The “Eurosnob” factor is much stronger in China, as well, though when most teams change names more often than the Colorado Rapids change primary home colors, it’s hard to blame fans for being drawn to clubs that not only participate in elite competitions, but actually value their tradition.

Matches are often viewed as fixed affairs even before kick-off, including the (to me) perplexing school of conspiracy thought that claims a player on loan from Club A to Club B will play to lose when Club B (whose shirt he’s wearing) plays Club A (with whom he’s ultimately technically signed). In the States we assume he’s going to want to make his original club sorry they loaned him out. I mean, if your boss made you hire a moving van twice in one year, you’d wanna feed him his teeth through his Jumbotron, right?

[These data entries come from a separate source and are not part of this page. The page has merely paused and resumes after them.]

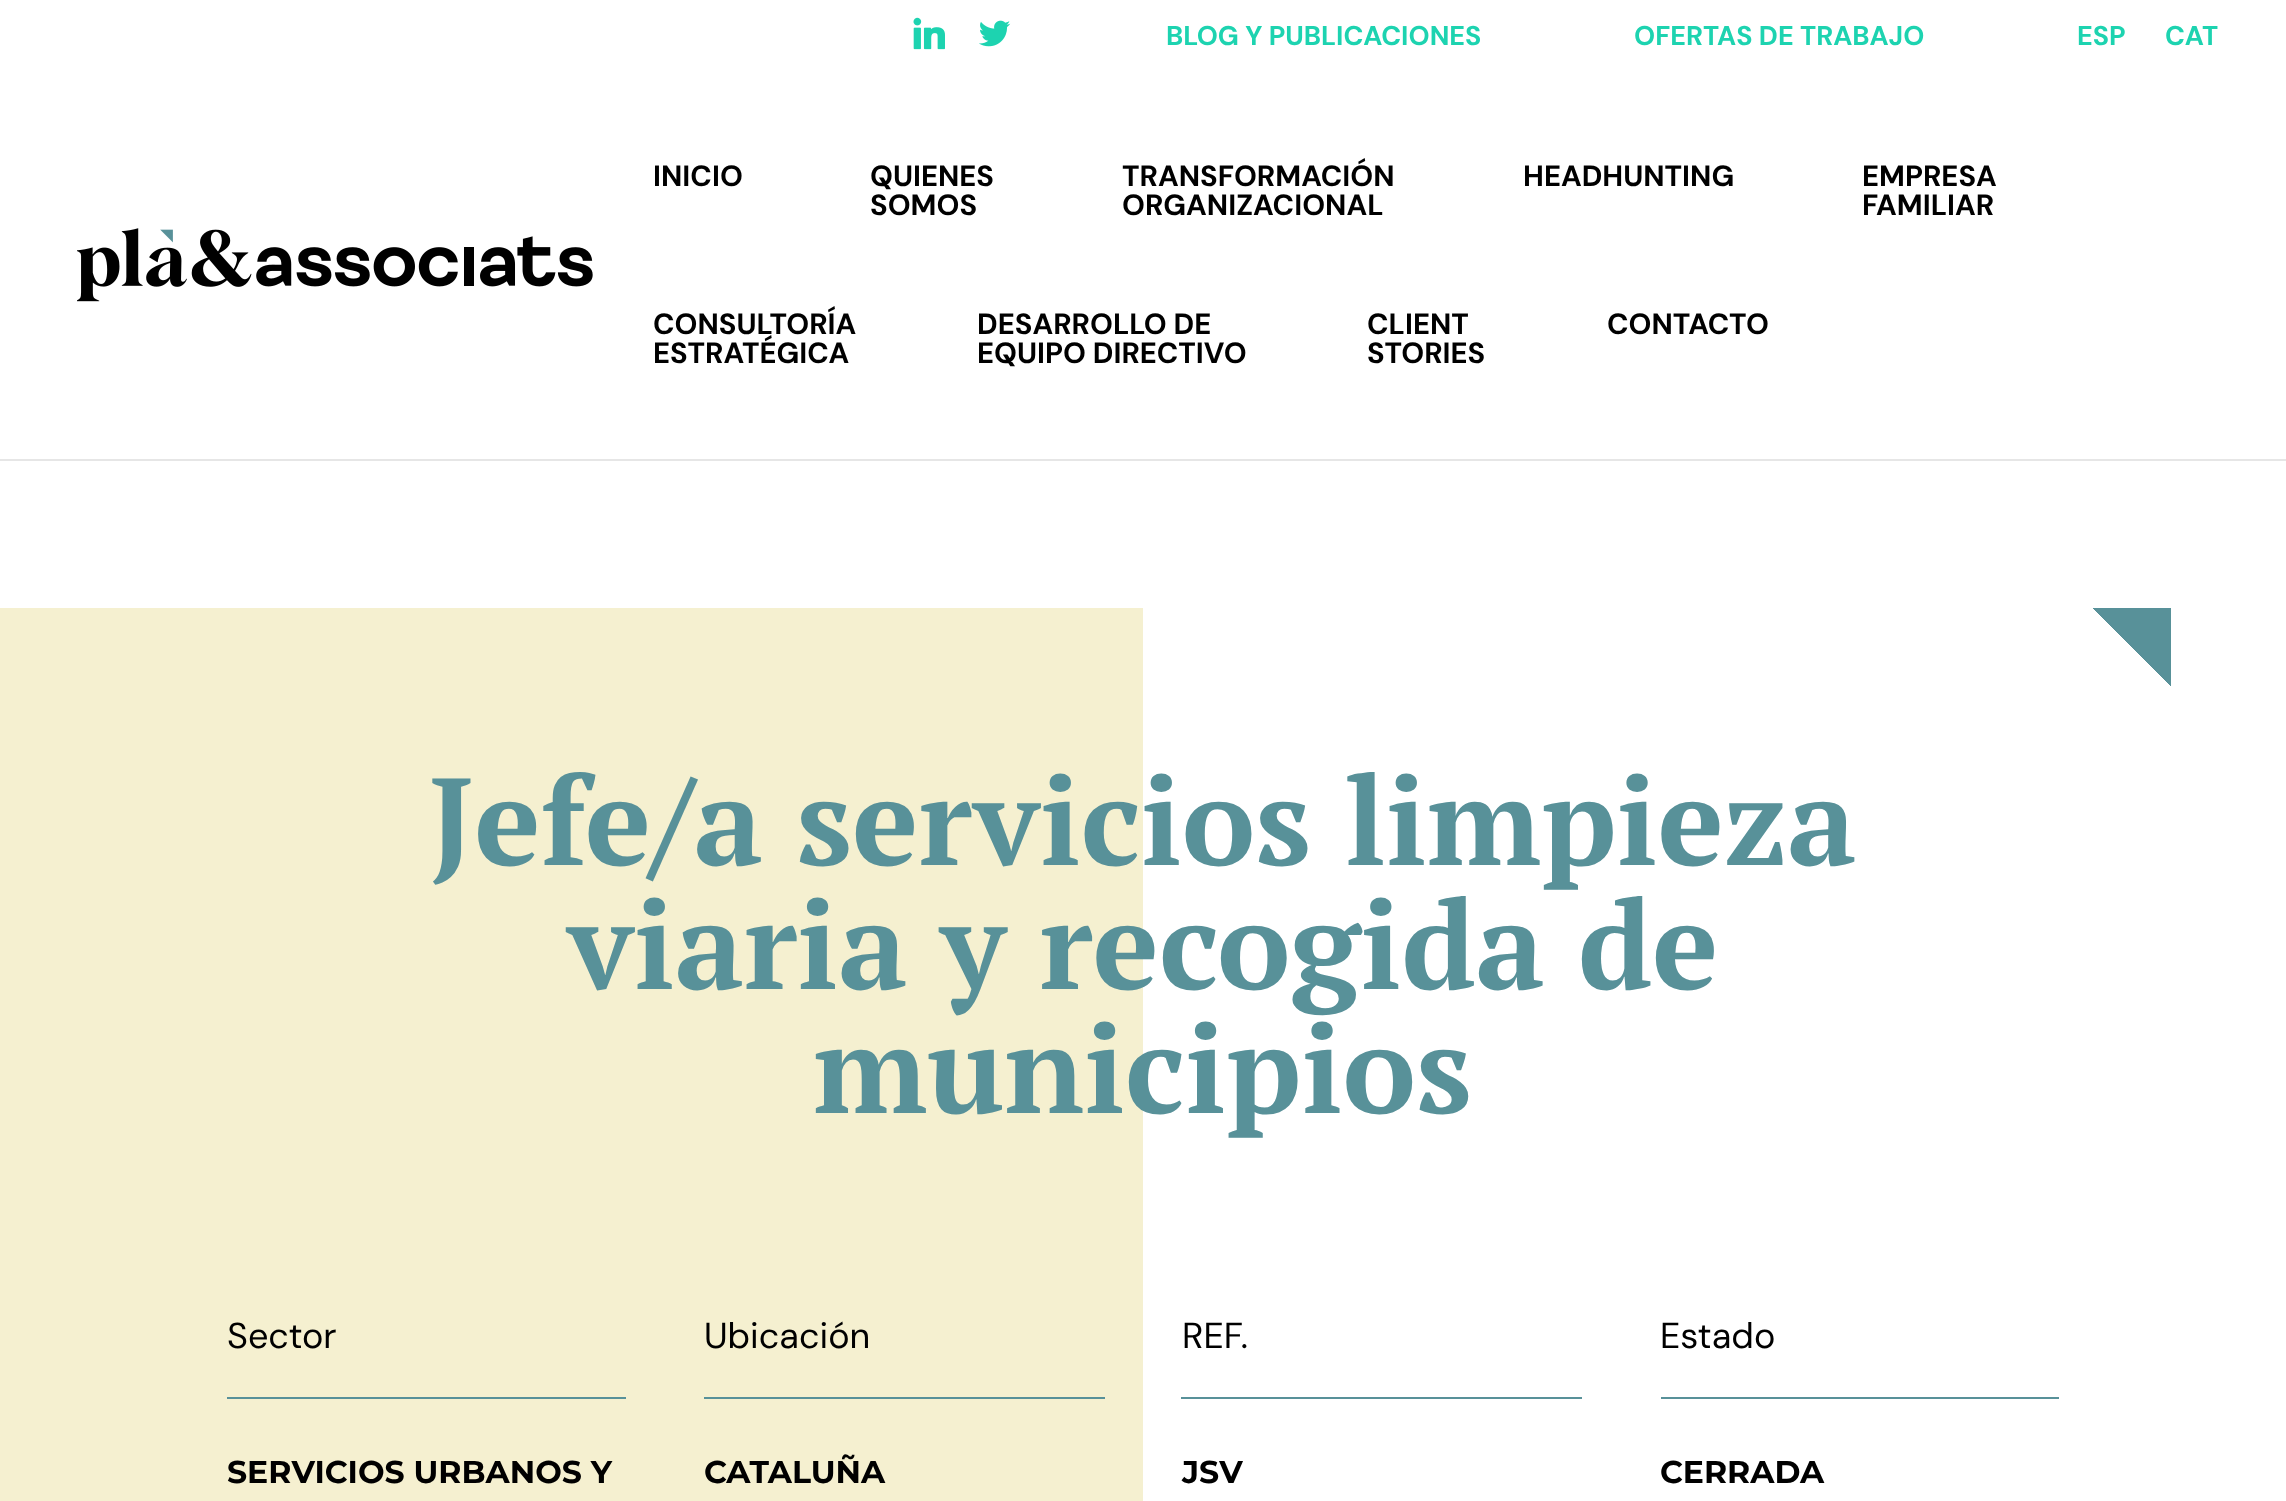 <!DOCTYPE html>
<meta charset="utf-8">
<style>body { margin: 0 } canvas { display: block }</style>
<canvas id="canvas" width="2286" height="1501"></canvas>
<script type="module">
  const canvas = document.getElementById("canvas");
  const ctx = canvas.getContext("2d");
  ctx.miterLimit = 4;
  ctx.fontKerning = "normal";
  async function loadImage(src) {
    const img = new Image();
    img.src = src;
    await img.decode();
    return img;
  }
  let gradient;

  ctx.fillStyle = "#ffffff";
  ctx.fillRect(0, 0, 2286, 1501);
  ctx.drawImage(await loadImage("img1.png"), 913, 17, 32, 33);
  ctx.drawImage(await loadImage("img2.png"), 979, 20, 32, 27);
  ctx.font = "bold 27px DM Sans";
  ctx.fillStyle = "#1dd3b0";
  ctx.fillText("BLOG Y PUBLICACIONES", 1166, 45);
  ctx.fillText("OFERTAS DE TRABAJO", 1634, 45);
  ctx.fillText("ESP", 2077, 45);
  ctx.fillText("CAT", 2165, 45);
  ctx.fillStyle = "#e6e6e6";
  ctx.fillRect(0, 459, 2286, 2);
  ctx.drawImage(await loadImage("img3.png"), 77, 228, 516, 74);
  ctx.font = "bold 29.25px DM Sans";
  ctx.fillStyle = "#000000";
  ctx.fillText("INICIO", 653, 186);
  ctx.fillText("QUIENES", 870, 186);
  ctx.fillText("SOMOS", 870, 215);
  ctx.fillText("TRANSFORMACIÓN", 1122, 186);
  ctx.fillText("ORGANIZACIONAL", 1122, 215);
  ctx.fillText("HEADHUNTING", 1523, 186);
  ctx.fillText("EMPRESA", 1862, 186);
  ctx.fillText("FAMILIAR", 1862, 215);
  ctx.fillText("CONSULTORÍA", 653, 334);
  ctx.fillText("ESTRATÉGICA", 653, 363);
  ctx.fillText("DESARROLLO DE", 977, 334);
  ctx.fillText("EQUIPO DIRECTIVO", 977, 363);
  ctx.fillText("CLIENT", 1367, 334);
  ctx.fillText("STORIES", 1367, 363);
  ctx.fillText("CONTACTO", 1607, 334);
  ctx.fillStyle = "#f5f0d0";
  ctx.fillRect(0, 608, 1143, 893);
  gradient = ctx.createLinearGradient(1805, 241, 482, 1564);
  gradient.addColorStop(0.03, "#589199");
  gradient.addColorStop(0.03, "rgba(88, 145, 153, 0)");
  ctx.fillStyle = gradient;
  ctx.fillRect(2093, 608, 78, 78);
  ctx.font = "bold 123.75px PT Serif";
  ctx.fillStyle = "#589199";
  ctx.fillText("Jefe/a servicios limpieza", 429, 865);
  ctx.fillText("viaria y recogida de", 567, 989);
  ctx.fillText("municipios", 813, 1113);
  ctx.font = "36px DM Sans";
  ctx.fillStyle = "#000000";
  ctx.fillText("Sector", 227, 1348);
  ctx.fillStyle = "#589199";
  ctx.fillRect(227, 1397, 399, 2);
  ctx.font = "bold 31.5px Montserrat";
  ctx.fillStyle = "#000000";
  ctx.fillText("SERVICIOS URBANOS Y", 227, 1483);
  ctx.font = "36px DM Sans";
  ctx.fillText("Ubicación", 704, 1348);
  ctx.fillStyle = "#589199";
  ctx.fillRect(704, 1397, 401, 2);
  ctx.font = "bold 31.5px Montserrat";
  ctx.fillStyle = "#000000";
  ctx.fillText("CATALUÑA", 704, 1483);
  ctx.font = "36px DM Sans";
  ctx.fillText("REF.", 1182, 1348);
  ctx.fillStyle = "#589199";
  ctx.fillRect(1181, 1397, 401, 2);
  ctx.font = "bold 31.5px Montserrat";
  ctx.fillStyle = "#000000";
  ctx.fillText("JSV", 1182, 1483);
  ctx.font = "36px DM Sans";
  ctx.fillText("Estado", 1660, 1348);
  ctx.fillStyle = "#589199";
  ctx.fillRect(1661, 1397, 398, 2);
  ctx.font = "bold 31.5px Montserrat";
  ctx.fillStyle = "#000000";
  ctx.fillText("CERRADA", 1660, 1483);
</script>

And then, between the failures of the Chinese national team and the rise of Chinese basketball stars like Yao Ming and “Chinese” basketball stars like Jeremy Lin, participation wanes. Also, half-court works for basketball, and Chinese, being non-Kenyans, don’t like to run. Hence the snail-paced commutes.

Blackburn overspent and won an EPL title in ’95, only to be relegated four years later. Fiorentina in 2002 is every non-San Jose fan’s worst nightmare. Investing money to win games or to grow the brand is hells-yeah-awesome in the short run, but without strong fan support both independent of on-the-field performance and of genuine financial benefit to the club, the CSL will at best become a top-heavy, SPL-type league of no real use to the national team, or at worst an NASL redux with Guangzhou as the Cosmos and everyone else as everyone else.

EDIT: numbers on the 5-1-3 system and 3-0-3 system are in millions, not hundred thousands, as should be apparent from the links.